Así como legal e ilegalmente, aunque el presidente tenía escaso conocimiento de dichas transacciones y Coal decidió guardar silencio.

—¿Por qué no llama a Grantham? —preguntó el presidente, después de acercarse lentamente al sofá—. Hágale preguntas. Averigüe lo que sabe. Si se trata de un farol, será evidente. ¿Qué le parece?

—No lo sé.

—Ha hablado con él en otras ocasiones, ¿no es cierto? Todo el mundo conoce a Grantham.

—Sí, he hablado con él en otras ocasiones —respondió Coal, que ahora paseaba por detrás del sofá—. Pero si ahora le llamo inesperadamente, sospechará.

—Sí, supongo que tiene razón —dijo el presidente, que paseaba por el otro lado del sofá—. ¿Qué es lo peor que puede ocurrir? —preguntó finalmente.

—Que nuestro amigo esté involucrado. Usted le pidió a Voyles que no le molestará. La prensa podría exponer a nuestro amigo. Voyles se cubriría las espaldas y declararía que usted le ordenó no meterse con nuestro amigo, para concentrarse en otros sospechosos. El Post se pondría las botas con otra operación de tapadera. Y podríamos olvidar la reelección.

—¿Eso es todo?

—Sí, pero es descabellado —respondió Coal, después de unos instantes de reflexión—. El informe es una fantasía. Grantham no encontrará nada y yo voy a llegar tarde a una reunión de personal —agregó mientras se dirigía a la puerta—. Voy a jugar una partida de squash a la hora del almuerzo. Regresaré a la una.

El presidente vio cómo se cerraba la puerta y respiró hondo. Tenía planeado dieciocho agujeros por la tarde y por tanto no se preocuparía de ese asunto pelícano. Si Coal no estaba intranquilo, tampoco él.

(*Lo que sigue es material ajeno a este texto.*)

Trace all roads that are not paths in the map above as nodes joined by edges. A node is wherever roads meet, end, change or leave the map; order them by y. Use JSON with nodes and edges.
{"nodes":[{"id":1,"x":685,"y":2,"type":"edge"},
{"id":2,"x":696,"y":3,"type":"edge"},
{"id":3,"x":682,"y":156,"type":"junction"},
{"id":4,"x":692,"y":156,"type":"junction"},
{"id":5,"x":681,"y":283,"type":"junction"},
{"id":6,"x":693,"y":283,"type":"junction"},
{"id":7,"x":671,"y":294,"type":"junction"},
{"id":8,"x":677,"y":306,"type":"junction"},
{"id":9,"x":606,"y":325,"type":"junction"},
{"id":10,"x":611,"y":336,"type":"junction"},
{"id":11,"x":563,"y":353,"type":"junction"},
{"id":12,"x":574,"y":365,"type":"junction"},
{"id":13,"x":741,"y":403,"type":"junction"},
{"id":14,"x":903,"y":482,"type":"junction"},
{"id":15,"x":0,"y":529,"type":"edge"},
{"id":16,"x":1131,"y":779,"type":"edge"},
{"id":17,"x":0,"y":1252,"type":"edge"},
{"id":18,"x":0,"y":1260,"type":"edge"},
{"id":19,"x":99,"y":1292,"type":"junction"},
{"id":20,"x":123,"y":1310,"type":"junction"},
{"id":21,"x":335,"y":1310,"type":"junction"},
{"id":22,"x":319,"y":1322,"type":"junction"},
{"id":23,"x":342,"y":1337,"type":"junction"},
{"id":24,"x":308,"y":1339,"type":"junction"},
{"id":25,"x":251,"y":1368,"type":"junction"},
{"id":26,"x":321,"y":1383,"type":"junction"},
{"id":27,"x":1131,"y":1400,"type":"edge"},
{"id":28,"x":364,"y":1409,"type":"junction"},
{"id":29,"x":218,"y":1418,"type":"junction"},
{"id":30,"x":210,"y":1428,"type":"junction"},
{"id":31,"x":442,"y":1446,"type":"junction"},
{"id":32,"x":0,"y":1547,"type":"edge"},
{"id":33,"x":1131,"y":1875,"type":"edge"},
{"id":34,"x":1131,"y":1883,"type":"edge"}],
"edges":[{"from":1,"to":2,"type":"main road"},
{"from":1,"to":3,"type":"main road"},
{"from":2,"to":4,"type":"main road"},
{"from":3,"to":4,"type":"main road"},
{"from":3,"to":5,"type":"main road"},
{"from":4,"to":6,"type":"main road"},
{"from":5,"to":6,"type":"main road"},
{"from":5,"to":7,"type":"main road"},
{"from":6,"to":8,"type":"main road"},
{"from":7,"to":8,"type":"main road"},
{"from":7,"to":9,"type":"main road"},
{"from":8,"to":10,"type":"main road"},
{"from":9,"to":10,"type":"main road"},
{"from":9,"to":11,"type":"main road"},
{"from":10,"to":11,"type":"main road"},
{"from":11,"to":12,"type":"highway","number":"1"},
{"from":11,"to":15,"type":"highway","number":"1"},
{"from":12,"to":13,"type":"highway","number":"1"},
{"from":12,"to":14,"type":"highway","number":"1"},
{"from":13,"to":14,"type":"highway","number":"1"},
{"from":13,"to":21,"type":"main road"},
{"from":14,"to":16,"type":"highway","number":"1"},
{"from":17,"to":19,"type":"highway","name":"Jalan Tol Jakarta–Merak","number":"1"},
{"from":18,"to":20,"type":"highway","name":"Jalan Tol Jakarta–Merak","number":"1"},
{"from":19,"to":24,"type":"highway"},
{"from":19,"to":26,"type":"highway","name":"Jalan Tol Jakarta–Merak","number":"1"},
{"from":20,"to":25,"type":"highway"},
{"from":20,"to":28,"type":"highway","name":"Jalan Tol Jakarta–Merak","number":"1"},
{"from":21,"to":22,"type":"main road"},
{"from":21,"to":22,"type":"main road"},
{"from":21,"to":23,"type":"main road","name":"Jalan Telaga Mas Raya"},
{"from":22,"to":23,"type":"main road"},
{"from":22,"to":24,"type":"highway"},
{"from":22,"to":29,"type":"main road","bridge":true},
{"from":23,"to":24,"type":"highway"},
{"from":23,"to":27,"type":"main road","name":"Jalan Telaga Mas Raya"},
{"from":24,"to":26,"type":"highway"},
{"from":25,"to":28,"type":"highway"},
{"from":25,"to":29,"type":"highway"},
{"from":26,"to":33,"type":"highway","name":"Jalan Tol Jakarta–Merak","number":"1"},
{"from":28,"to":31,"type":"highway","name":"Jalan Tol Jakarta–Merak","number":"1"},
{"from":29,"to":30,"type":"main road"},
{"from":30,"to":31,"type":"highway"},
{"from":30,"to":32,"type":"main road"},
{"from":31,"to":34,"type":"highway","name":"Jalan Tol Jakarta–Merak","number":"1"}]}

Pulsó unos números en su teléfono, esperó pacientemente, y por fin oyó la voz de Bob Gminski por la línea. El director de la CIA era un terrible jugador de golf, uno de los pocos a los que el presidente podía humillar y le invitó a jugar por la tarde. Por supuesto, respondió Gminski, que tenía un montón de cosas que hacer pero, claro, tratándose del presidente, estaría encantado de jugar con él.

—A propósito, Bob, ¿qué me dice de ese asunto pelícano en Nueva Orleans?

Gminski se aclaró la garganta y procuró parecer relajado.

—Bien, jefe, el viernes le dije a Fletcher Coal que es un asunto muy imaginativo y repleto de ficción. Creo que su autora debería olvidarse del Derecho y consagrarse a la literatura —concluyó, con una carcajada.

—Me alegro, Bob. Entonces no hay nada de verdad en ello.

—Seguimos investigando.

—Nos veremos a las tres.

El presidente colgó el teléfono y fue inmediatamente a por su putter.